Lo poco que se podía esperar ya lo he conseguido con ayuda del tiempo: no tener deseos, ni ambiciones ni esperanzas.
—Lo único que tengo claro, querido vecino —dijo apurando la copa de vino—, es que ya soy muy mayor. Me queda poco de estar por aquí. No lo voy a echar de menos, desde luego. Y doy gracias a Dios por ser muy mayor y no tener necesidad de forzar a nadie, ni de obligar a nadie ni siquiera a que me feliciten por las navidades. Antes me enfadaba mucho por eso. Pero, como dicen en mi pueblo, lo poco espanta y lo mucho amansa.

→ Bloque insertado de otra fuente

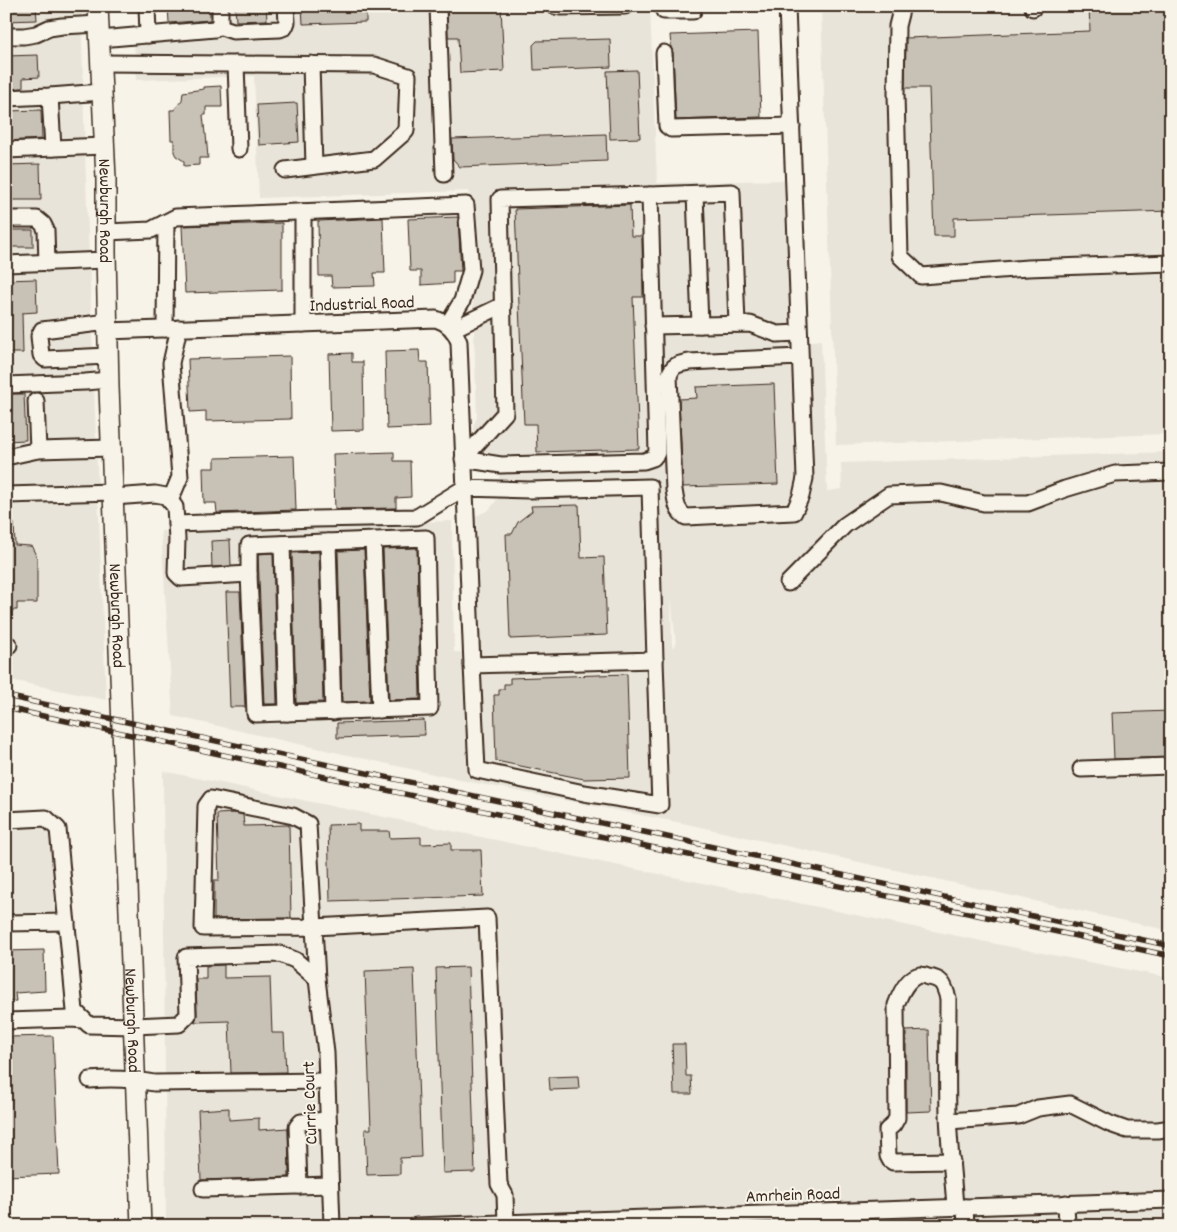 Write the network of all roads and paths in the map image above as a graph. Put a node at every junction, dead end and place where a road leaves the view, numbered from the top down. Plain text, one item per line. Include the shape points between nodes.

—No se extrañe de esas cosas: ya sabe dónde estamos y quiénes somos. Poco se puede esperar de esta tribu.
—Y lo poco que se podía esperar ya lo he conseguido con ayuda del tiempo: no tener deseos, ni ambiciones ni esperanzas. Me conformo con una leve sonrisa. No necesito bacantes.
—Y con el vino. No me fastidie. Siga comprando ese vino tan bueno que compra usted.
—Descuide. Aquí lo tendrá para la próxima tenida. Brindemos ahora con el poco que nos queda. Muchas gracias por su compañía y feliz año.
—Gracias a usted. Feliz año —le dije en tanto entrechocábamos las copas.